Maybe I knew something was wrong because we’ve been best friends since grade school and I have a sixth sense for what she was feeling. Maybe her unusual silence in the days after I knew she was going in for testing was a giveaway.
Either way I should’ve been prepared. I understand what it’s like to get the news that you have diabetes; I don’t know what it’s like to hear it when you are carrying another human life inside you. It seemed like an illness with an expiration date that was more complicated in many ways than regular diabetes, because she had to learn fast and in the middle of so many other weird things the body does during pregnancy.
I wanted to tell her that it’s not as bad as it sounds. I wanted to reassure her that everything they tell you seems daunting at first, but it is entirely manageable. I wanted to assuage the guilt in the back of her mind that it was somehow her fault. I wanted to tell her it was not a tragedy but another challenge and that no matter what we would figure it out together.
But when she told me about the diagnosis and the tear-filled weekend that followed, all I could do was listen and offer encouragement. I never got around to saying “me too.”
It seems like every time the opportunity to disclose comes up like this it’s like a time travel warp in a 90’s movie that will close forever if you don’t jump through in time. Every moment after that window feels like it’s irrevocably too late.
The next phone chat is the second best time to tell her, but even when we talk about her struggling with the new diet and routine of blood testing I offer my support but not expertise. The calls after that, the text when she loses a relative, the days approaching her delivery date...with every new occasion it feels more and more awkward to say it, like it’s at the worst selfish and at best irrelevant.
And with the passage of time, what you didn’t say becomes what you can’t.
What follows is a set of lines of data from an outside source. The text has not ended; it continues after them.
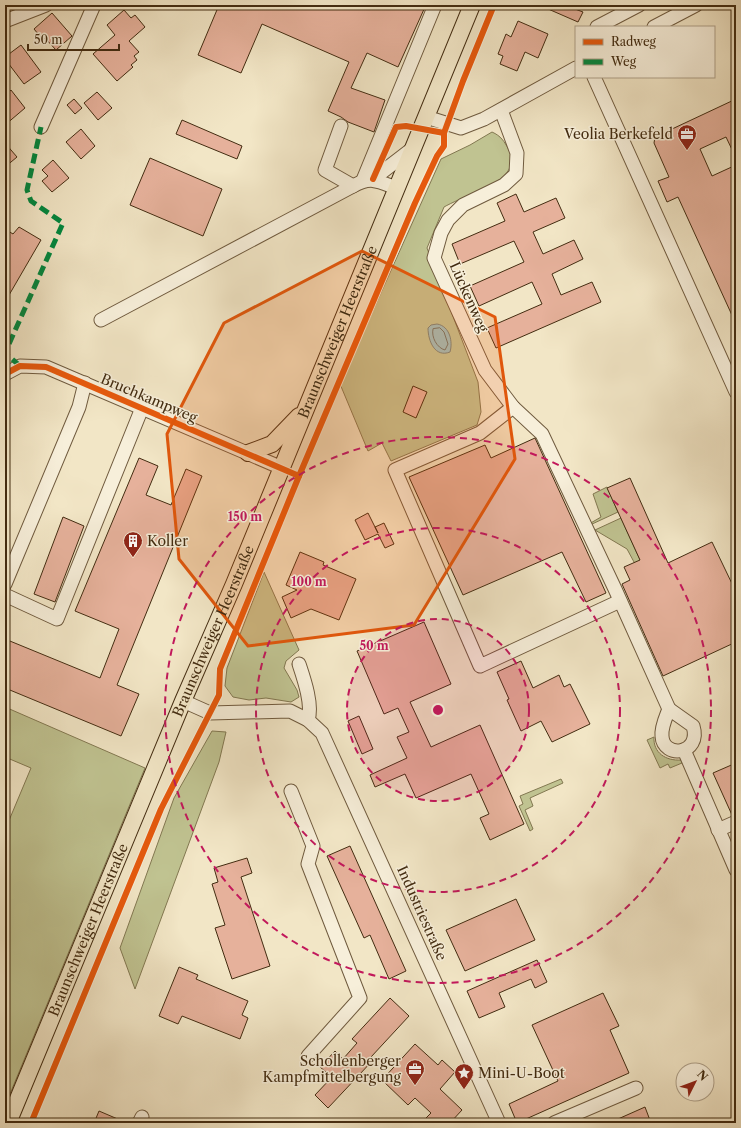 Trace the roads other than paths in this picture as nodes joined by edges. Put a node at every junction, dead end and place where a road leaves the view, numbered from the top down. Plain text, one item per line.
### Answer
1 (46, 5) edge
2 (94, 5) edge
3 (434, 5) edge
4 (472, 5) edge
5 (639, 5) edge
6 (696, 5) edge
7 (5, 21) edge
8 (599, 26) edge
9 (656, 26) edge
10 (575, 69) edge
11 (594, 78) edge
12 (500, 110) junction
13 (426, 117) junction
14 (341, 126) dead end
15 (41, 127) dead end
16 (412, 149) junction
17 (363, 182) junction
18 (396, 188) junction
19 (101, 320) dead end
20 (732, 373) edge
21 (5, 374) edge
22 (85, 383) junction
23 (736, 392) edge
24 (307, 407) junction
25 (512, 407) junction
26 (142, 408) junction
27 (248, 453) junction
28 (282, 468) junction
29 (5, 584) edge
30 (5, 595) edge
31 (620, 601) junction
32 (299, 664) dead end
33 (183, 701) junction
34 (669, 709) junction
35 (308, 720) junction
36 (684, 750) junction
37 (291, 791) dead end
38 (736, 822) edge
39 (718, 830) junction
40 (736, 870) edge
41 (308, 1056) dead end
42 (636, 1088) dead end
43 (8, 1123) edge
44 (500, 1123) edge
45 (554, 1123) edge

1 - 7 street
2 - 15 street
3 - 17 street
4 - 13 main road, Braunschweiger Heerstraße
5 - 8 street
6 - 9 street
10 - 12 street
11 - 20 street
12 - 13 street
12 - 25 street, Lückenweg
13 - 16 main road, Braunschweiger Heerstraße
14 - 17 street
16 - 17 street
16 - 18 main road, Braunschweiger Heerstraße
17 - 18 street
17 - 19 street
18 - 24 main road, Braunschweiger Heerstraße
20 - 23 street
21 - 22 street, Bruchkampweg
22 - 26 street, Bruchkampweg
22 - 29 street
24 - 27 main road
24 - 28 main road, Braunschweiger Heerstraße
25 - 31 street, Lückenweg
25 - 31 street
26 - 27 street, Bruchkampweg
26 - 30 street
27 - 28 street, Bruchkampweg
28 - 33 main road, Braunschweiger Heerstraße
31 - 34 street, Lückenweg
32 - 35 street
33 - 35 street, Industriestraße
33 - 43 main road, Braunschweiger Heerstraße
34 - 36 street
34 - 36 street
35 - 44 street, Industriestraße
36 - 39 street
37 - 41 street
38 - 39 street
39 - 40 street
42 - 45 street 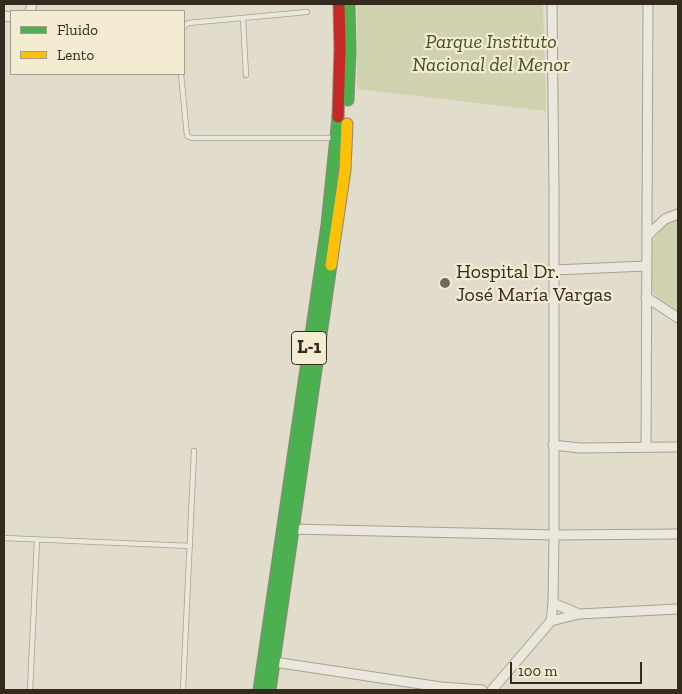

But this is truly not a irreparable state, and I will tell her, because I know simple candor will cut through the awkwardness that accumulates each day I continue to hide it. I have faith in the Chinese proverb, “The best time to plant a tree was 20 years ago. The second best time is today” and the countless other adages that guide us past a view of the past as quicksand prohibiting progress and cementing mistakes.